===== Data for this task

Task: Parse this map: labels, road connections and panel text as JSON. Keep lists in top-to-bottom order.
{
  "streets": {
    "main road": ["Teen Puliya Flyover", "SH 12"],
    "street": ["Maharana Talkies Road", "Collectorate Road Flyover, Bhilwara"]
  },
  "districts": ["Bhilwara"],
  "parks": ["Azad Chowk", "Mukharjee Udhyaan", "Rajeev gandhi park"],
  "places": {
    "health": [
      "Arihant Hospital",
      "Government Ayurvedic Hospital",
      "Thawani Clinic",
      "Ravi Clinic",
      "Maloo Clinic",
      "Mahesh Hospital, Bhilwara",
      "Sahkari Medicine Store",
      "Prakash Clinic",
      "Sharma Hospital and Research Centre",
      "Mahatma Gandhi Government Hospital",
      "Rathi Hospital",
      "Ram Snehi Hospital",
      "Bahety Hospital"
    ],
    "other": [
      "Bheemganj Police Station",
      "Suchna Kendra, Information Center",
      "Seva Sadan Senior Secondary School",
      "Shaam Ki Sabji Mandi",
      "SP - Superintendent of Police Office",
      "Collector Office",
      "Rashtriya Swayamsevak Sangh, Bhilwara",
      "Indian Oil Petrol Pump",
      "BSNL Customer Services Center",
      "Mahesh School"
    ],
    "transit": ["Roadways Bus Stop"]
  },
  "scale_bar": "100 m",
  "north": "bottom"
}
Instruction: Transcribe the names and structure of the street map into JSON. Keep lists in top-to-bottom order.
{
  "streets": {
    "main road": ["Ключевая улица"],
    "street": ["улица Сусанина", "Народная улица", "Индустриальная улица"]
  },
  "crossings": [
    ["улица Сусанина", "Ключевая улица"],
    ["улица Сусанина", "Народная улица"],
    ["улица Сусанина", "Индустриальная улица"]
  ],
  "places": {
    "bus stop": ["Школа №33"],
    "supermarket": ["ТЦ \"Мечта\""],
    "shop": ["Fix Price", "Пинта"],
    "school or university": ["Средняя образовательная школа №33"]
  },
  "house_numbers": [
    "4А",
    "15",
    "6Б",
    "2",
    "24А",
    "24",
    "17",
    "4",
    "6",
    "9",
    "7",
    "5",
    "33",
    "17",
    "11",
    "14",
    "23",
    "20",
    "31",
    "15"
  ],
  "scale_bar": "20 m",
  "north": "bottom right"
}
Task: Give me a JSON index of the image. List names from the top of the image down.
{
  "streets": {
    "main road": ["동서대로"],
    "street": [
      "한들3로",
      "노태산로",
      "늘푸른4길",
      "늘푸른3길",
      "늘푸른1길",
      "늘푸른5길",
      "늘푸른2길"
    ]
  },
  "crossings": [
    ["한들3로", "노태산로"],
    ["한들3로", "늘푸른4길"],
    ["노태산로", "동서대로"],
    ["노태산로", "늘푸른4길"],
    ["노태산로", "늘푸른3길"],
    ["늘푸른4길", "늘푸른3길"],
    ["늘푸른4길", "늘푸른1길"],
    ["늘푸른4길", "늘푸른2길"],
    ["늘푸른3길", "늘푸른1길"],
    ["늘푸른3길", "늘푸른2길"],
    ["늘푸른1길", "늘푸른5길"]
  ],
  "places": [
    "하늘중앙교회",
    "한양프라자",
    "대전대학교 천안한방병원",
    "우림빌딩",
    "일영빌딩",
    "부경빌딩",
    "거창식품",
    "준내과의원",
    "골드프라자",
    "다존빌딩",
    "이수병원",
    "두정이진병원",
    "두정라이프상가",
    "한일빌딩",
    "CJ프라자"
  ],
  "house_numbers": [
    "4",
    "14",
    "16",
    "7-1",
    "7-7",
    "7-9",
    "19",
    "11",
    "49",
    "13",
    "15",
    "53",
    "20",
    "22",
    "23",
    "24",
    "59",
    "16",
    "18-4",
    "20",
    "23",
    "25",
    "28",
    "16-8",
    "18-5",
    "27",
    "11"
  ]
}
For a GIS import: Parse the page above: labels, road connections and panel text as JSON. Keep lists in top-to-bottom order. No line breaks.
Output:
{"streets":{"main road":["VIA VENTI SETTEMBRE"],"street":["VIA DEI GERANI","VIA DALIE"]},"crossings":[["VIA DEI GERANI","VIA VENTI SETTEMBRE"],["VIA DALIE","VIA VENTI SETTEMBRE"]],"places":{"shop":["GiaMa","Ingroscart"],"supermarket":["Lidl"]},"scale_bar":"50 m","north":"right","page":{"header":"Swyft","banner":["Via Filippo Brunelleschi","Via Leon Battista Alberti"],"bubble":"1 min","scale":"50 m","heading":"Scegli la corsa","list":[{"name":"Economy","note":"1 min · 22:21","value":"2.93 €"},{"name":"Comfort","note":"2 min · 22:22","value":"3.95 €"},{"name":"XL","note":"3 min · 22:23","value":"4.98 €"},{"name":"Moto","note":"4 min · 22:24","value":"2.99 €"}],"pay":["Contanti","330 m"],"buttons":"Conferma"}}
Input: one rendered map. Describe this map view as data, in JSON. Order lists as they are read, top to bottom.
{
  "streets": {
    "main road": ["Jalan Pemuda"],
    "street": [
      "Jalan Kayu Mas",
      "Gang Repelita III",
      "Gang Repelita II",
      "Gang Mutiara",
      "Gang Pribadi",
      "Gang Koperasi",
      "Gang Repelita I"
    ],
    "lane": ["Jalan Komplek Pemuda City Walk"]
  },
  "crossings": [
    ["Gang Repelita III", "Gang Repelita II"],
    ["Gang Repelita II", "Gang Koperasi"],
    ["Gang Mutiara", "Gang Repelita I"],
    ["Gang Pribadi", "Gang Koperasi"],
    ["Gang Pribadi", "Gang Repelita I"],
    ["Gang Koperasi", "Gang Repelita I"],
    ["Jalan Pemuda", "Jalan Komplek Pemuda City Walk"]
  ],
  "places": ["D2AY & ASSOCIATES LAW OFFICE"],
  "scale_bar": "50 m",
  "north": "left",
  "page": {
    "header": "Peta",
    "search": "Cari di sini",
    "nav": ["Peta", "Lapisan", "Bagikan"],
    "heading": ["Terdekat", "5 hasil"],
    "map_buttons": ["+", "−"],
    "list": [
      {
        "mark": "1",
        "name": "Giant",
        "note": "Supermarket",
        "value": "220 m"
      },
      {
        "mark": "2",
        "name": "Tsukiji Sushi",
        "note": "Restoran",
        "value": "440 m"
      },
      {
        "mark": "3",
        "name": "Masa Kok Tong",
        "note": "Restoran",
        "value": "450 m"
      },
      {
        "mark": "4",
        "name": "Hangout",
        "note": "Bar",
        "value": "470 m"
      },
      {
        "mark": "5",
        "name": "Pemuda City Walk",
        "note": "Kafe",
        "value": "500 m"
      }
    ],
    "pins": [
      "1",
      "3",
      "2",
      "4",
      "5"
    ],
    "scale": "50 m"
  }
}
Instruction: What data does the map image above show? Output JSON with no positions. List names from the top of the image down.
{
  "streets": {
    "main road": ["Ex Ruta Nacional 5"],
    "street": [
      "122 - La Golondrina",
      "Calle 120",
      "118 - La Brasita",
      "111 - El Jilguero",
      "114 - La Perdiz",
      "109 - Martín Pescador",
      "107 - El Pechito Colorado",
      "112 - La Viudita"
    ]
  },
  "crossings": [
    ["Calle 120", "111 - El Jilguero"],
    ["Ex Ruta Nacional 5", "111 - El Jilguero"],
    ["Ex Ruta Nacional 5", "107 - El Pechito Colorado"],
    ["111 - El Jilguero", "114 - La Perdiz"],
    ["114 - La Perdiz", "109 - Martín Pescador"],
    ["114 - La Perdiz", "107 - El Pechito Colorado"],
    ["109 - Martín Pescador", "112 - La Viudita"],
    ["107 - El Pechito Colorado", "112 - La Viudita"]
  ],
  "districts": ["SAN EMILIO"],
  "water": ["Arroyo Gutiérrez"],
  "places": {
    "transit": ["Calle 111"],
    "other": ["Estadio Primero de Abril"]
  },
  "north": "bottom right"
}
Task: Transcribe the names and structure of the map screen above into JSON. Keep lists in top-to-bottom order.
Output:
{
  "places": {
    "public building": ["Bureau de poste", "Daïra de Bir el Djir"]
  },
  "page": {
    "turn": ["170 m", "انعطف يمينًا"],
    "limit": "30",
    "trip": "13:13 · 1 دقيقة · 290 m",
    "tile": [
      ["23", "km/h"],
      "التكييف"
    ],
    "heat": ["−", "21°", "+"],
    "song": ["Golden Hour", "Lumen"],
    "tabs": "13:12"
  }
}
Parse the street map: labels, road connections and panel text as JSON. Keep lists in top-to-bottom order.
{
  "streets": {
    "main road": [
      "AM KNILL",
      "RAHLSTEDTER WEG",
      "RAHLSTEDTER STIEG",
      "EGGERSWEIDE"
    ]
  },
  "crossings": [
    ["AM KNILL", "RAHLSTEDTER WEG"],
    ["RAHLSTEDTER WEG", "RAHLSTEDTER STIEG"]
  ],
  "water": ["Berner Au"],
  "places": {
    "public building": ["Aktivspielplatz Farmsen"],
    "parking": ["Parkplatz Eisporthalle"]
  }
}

==========

## To do
The result should consist solely of the lines from the one that contains "Parse the street" to the last line of the records above, reproduced exactly.

## Result
Parse the street map: labels, road connections and panel text as JSON. Keep lists in top-to-bottom order.
{
  "streets": {
    "main road": [
      "AM KNILL",
      "RAHLSTEDTER WEG",
      "RAHLSTEDTER STIEG",
      "EGGERSWEIDE"
    ]
  },
  "crossings": [
    ["AM KNILL", "RAHLSTEDTER WEG"],
    ["RAHLSTEDTER WEG", "RAHLSTEDTER STIEG"]
  ],
  "water": ["Berner Au"],
  "places": {
    "public building": ["Aktivspielplatz Farmsen"],
    "parking": ["Parkplatz Eisporthalle"]
  }
}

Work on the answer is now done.